▶ [EXERCISE]: Please copy each line of the records below that holds the word "Agustin".

▶ [Stored data]:
╭──
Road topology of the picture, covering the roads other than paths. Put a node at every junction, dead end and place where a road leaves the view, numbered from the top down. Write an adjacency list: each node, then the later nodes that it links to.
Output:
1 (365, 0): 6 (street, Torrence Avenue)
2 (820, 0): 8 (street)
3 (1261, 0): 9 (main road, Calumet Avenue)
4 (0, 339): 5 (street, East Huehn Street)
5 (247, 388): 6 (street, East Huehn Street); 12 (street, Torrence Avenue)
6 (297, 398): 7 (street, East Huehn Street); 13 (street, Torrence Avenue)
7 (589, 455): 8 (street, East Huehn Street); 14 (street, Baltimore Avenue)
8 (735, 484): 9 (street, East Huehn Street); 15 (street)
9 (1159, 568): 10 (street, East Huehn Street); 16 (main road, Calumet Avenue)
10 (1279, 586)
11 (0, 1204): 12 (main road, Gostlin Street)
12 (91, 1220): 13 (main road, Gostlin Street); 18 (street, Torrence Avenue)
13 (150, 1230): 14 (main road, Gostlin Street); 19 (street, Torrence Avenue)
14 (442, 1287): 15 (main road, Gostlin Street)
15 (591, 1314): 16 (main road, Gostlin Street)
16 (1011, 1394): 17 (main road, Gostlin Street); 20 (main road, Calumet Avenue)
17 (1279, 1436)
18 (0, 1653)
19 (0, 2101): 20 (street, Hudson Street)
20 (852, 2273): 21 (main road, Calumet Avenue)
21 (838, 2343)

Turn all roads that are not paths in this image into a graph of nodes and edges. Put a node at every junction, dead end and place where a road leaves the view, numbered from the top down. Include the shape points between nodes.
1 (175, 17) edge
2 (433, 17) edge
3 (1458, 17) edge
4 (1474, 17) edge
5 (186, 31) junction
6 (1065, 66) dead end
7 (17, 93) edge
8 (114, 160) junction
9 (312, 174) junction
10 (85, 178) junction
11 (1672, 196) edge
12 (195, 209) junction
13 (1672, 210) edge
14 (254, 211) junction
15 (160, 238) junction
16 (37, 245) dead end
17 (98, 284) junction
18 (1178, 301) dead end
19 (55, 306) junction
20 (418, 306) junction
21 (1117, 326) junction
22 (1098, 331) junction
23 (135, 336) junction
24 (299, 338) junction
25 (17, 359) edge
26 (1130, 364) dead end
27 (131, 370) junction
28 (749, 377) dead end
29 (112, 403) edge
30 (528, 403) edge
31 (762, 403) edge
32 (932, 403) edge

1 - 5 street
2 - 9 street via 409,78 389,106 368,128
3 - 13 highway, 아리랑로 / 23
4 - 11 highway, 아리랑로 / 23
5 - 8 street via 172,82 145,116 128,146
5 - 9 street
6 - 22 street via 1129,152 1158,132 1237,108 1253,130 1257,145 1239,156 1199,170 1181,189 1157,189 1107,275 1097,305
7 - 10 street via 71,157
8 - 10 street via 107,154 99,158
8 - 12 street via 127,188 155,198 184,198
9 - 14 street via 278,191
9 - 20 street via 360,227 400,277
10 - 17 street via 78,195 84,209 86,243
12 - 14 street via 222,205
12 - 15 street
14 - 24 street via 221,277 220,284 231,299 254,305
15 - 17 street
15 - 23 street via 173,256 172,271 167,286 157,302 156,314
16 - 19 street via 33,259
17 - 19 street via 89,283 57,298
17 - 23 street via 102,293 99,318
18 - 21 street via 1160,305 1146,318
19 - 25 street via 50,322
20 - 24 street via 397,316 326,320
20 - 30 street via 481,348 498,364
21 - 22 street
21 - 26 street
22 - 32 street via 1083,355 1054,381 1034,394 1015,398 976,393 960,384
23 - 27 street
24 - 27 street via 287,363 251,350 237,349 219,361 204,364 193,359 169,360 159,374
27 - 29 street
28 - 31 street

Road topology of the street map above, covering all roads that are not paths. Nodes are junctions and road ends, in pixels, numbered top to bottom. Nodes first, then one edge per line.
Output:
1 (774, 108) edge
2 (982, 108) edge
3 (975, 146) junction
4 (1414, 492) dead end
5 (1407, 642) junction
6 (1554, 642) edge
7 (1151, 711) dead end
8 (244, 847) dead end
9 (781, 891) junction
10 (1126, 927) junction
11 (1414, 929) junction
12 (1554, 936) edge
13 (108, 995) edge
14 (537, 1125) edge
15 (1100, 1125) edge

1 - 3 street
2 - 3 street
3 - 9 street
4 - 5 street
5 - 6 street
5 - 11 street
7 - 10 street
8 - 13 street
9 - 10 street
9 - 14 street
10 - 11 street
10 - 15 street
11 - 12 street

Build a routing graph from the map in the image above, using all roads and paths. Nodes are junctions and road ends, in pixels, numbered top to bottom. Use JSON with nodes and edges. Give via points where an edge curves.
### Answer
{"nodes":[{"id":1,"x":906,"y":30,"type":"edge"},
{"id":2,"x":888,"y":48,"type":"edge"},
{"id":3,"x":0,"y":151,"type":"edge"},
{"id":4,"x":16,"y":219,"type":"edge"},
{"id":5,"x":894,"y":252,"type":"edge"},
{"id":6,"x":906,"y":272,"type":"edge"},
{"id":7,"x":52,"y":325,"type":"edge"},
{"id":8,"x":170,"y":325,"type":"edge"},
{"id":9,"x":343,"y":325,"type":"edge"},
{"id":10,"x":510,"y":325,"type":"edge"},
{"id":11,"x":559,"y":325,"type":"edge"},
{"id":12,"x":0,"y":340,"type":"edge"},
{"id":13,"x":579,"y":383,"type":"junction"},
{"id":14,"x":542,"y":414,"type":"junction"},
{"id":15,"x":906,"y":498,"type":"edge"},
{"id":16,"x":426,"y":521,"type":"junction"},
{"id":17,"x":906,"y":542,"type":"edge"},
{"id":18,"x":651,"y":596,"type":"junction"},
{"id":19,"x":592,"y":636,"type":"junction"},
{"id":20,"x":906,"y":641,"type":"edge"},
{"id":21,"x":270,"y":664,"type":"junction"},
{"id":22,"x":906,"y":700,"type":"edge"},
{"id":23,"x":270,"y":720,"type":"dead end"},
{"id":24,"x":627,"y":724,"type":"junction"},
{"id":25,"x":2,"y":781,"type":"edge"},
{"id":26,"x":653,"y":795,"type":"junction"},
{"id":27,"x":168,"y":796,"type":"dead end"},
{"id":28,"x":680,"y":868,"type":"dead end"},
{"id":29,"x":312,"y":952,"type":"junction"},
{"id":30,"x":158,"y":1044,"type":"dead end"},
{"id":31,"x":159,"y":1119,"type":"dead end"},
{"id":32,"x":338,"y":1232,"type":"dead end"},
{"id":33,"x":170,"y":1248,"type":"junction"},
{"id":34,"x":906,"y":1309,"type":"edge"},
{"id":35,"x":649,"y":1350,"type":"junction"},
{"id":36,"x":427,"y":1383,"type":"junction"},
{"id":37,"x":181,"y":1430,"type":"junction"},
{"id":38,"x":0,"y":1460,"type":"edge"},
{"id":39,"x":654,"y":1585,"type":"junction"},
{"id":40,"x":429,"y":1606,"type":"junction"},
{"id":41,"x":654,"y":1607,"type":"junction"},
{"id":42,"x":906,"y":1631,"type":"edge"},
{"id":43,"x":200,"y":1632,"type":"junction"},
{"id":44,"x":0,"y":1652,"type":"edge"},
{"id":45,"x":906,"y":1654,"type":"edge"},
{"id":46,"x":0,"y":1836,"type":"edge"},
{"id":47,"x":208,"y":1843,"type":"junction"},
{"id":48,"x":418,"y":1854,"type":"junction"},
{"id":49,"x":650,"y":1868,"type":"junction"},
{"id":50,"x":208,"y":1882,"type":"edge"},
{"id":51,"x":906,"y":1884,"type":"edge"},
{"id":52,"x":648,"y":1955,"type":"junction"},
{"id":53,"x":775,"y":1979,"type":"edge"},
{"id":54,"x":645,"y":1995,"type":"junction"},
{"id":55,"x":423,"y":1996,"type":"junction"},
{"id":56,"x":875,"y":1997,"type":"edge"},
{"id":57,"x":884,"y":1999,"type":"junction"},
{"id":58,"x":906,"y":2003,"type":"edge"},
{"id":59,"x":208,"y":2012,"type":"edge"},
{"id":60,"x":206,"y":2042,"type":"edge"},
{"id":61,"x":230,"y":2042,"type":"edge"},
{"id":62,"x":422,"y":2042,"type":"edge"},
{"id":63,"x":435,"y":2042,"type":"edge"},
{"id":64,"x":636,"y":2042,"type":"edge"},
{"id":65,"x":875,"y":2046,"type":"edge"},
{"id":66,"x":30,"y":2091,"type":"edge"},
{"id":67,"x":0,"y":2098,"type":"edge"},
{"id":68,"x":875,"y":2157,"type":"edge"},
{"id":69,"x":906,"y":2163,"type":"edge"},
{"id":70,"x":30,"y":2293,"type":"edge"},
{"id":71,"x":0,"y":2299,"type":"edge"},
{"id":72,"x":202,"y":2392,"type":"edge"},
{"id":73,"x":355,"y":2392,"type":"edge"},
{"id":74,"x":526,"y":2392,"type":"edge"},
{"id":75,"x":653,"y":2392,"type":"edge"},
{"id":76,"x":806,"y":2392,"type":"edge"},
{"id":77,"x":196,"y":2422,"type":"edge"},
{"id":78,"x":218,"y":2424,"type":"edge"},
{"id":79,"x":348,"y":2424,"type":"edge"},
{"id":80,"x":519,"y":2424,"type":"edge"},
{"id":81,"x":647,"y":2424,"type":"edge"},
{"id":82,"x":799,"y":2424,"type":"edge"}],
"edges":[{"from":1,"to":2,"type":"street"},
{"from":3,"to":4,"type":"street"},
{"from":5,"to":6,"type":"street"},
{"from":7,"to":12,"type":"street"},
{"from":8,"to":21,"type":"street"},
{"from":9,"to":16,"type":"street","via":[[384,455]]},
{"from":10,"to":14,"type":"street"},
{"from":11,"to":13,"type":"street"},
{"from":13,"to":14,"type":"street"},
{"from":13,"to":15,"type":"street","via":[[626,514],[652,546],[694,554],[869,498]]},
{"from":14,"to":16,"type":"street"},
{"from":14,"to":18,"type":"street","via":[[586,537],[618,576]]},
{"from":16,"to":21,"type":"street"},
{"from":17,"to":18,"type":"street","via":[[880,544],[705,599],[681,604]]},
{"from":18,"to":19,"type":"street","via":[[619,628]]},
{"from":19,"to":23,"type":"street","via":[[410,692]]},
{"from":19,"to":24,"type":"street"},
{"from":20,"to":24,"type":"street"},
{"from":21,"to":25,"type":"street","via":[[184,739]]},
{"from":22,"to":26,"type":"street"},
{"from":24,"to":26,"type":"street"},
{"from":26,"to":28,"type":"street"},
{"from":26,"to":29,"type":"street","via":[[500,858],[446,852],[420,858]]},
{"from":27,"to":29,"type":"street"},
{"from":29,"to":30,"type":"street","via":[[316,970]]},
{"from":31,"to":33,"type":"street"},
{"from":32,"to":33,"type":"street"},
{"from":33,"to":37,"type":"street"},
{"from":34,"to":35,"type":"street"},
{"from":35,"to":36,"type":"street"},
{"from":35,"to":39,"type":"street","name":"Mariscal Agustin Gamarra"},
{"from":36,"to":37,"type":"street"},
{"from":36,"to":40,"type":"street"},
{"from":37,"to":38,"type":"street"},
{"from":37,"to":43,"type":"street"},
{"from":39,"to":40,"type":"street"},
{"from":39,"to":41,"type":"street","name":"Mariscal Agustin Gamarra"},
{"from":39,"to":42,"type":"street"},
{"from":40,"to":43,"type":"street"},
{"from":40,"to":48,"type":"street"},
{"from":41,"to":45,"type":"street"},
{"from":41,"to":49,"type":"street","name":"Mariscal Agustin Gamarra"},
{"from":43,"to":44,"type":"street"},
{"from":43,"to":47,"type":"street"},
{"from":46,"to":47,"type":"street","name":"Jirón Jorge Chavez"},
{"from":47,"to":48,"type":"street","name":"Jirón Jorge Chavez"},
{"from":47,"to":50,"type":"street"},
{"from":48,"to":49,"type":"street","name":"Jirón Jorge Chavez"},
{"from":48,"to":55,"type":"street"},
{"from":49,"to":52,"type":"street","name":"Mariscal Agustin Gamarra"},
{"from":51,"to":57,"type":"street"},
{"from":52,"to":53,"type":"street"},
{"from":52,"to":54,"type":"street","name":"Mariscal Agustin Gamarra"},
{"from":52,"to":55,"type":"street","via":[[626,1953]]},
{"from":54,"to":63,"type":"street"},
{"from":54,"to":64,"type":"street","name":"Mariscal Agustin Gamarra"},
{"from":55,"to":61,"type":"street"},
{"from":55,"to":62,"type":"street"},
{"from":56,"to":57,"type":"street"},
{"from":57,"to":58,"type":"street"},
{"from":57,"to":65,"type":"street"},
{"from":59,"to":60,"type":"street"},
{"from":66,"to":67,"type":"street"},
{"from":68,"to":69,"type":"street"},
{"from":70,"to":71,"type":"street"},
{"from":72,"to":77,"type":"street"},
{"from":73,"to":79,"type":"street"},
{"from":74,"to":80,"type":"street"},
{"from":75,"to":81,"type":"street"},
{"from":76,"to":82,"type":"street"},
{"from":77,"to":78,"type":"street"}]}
╰──
▶ [EXERCISE ANSWER]:
{"from":35,"to":39,"type":"street","name":"Mariscal Agustin Gamarra"},
{"from":39,"to":41,"type":"street","name":"Mariscal Agustin Gamarra"},
{"from":41,"to":49,"type":"street","name":"Mariscal Agustin Gamarra"},
{"from":49,"to":52,"type":"street","name":"Mariscal Agustin Gamarra"},
{"from":52,"to":54,"type":"street","name":"Mariscal Agustin Gamarra"},
{"from":54,"to":64,"type":"street","name":"Mariscal Agustin Gamarra"},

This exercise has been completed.